- **TASK STATEMENT**
Leaving the pictures aside, transcribe every line below exactly.

- **Collected data**
--------------------

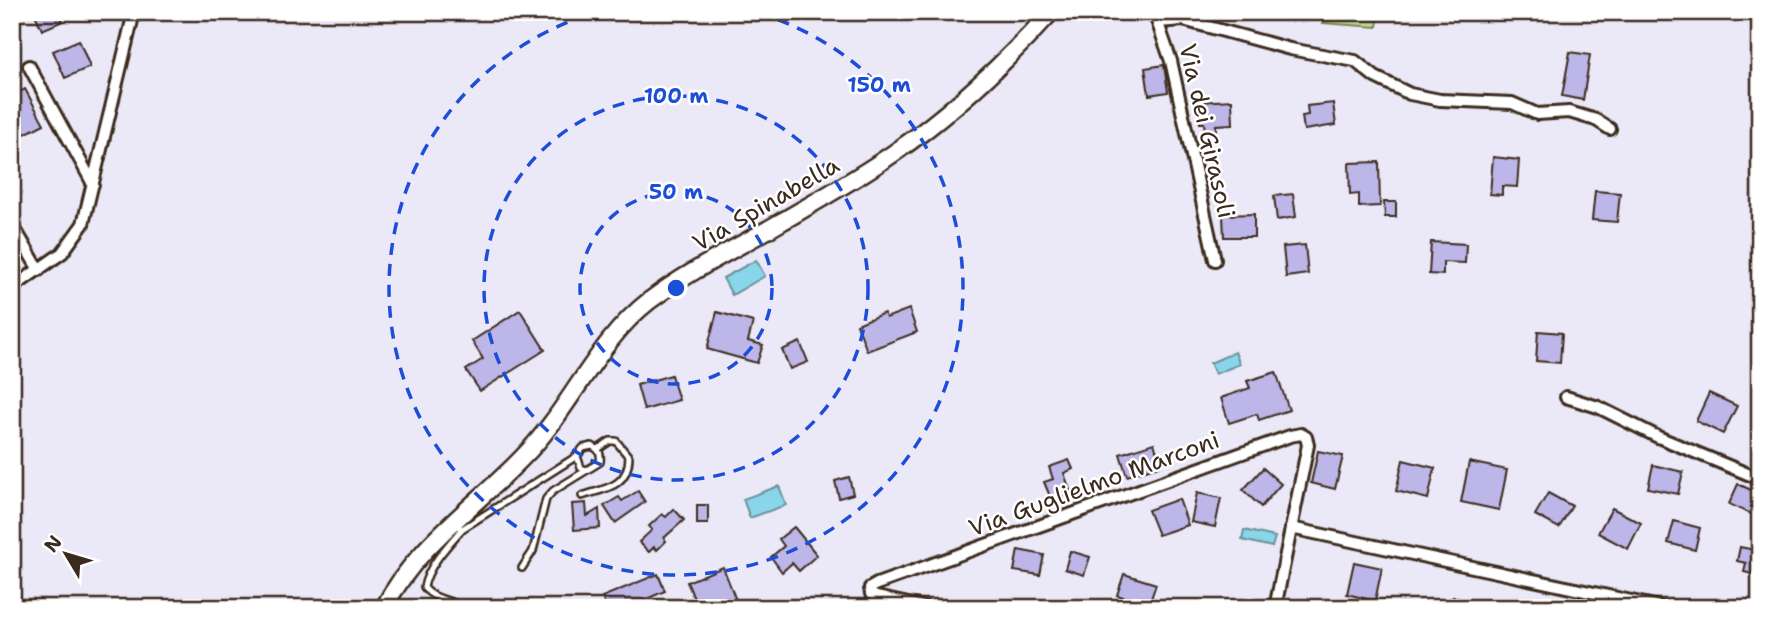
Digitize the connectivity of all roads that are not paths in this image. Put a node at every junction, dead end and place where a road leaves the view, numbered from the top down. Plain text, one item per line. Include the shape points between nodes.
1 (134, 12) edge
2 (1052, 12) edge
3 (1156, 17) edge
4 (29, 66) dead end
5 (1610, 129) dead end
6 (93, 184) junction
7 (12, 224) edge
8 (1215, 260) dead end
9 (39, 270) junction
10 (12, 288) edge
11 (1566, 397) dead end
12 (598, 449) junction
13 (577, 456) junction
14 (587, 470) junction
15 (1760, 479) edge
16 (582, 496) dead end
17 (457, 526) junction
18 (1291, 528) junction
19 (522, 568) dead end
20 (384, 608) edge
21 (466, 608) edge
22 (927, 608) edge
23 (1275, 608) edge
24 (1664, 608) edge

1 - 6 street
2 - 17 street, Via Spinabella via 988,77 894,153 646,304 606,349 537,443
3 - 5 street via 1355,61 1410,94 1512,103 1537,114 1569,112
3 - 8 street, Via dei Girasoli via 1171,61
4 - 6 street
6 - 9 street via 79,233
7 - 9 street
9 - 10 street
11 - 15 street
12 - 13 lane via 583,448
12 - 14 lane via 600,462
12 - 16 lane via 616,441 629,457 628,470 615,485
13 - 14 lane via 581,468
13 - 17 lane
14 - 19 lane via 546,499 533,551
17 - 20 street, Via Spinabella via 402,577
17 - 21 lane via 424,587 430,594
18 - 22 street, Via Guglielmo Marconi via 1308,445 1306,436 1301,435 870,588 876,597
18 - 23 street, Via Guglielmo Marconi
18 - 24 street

--------------------

- **COMPLETED TASK**
Digitize the connectivity of all roads that are not paths in this image. Put a node at every junction, dead end and place where a road leaves the view, numbered from the top down. Plain text, one item per line. Include the shape points between nodes.
1 (134, 12) edge
2 (1052, 12) edge
3 (1156, 17) edge
4 (29, 66) dead end
5 (1610, 129) dead end
6 (93, 184) junction
7 (12, 224) edge
8 (1215, 260) dead end
9 (39, 270) junction
10 (12, 288) edge
11 (1566, 397) dead end
12 (598, 449) junction
13 (577, 456) junction
14 (587, 470) junction
15 (1760, 479) edge
16 (582, 496) dead end
17 (457, 526) junction
18 (1291, 528) junction
19 (522, 568) dead end
20 (384, 608) edge
21 (466, 608) edge
22 (927, 608) edge
23 (1275, 608) edge
24 (1664, 608) edge

1 - 6 street
2 - 17 street, Via Spinabella via 988,77 894,153 646,304 606,349 537,443
3 - 5 street via 1355,61 1410,94 1512,103 1537,114 1569,112
3 - 8 street, Via dei Girasoli via 1171,61
4 - 6 street
6 - 9 street via 79,233
7 - 9 street
9 - 10 street
11 - 15 street
12 - 13 lane via 583,448
12 - 14 lane via 600,462
12 - 16 lane via 616,441 629,457 628,470 615,485
13 - 14 lane via 581,468
13 - 17 lane
14 - 19 lane via 546,499 533,551
17 - 20 street, Via Spinabella via 402,577
17 - 21 lane via 424,587 430,594
18 - 22 street, Via Guglielmo Marconi via 1308,445 1306,436 1301,435 870,588 876,597
18 - 23 street, Via Guglielmo Marconi
18 - 24 street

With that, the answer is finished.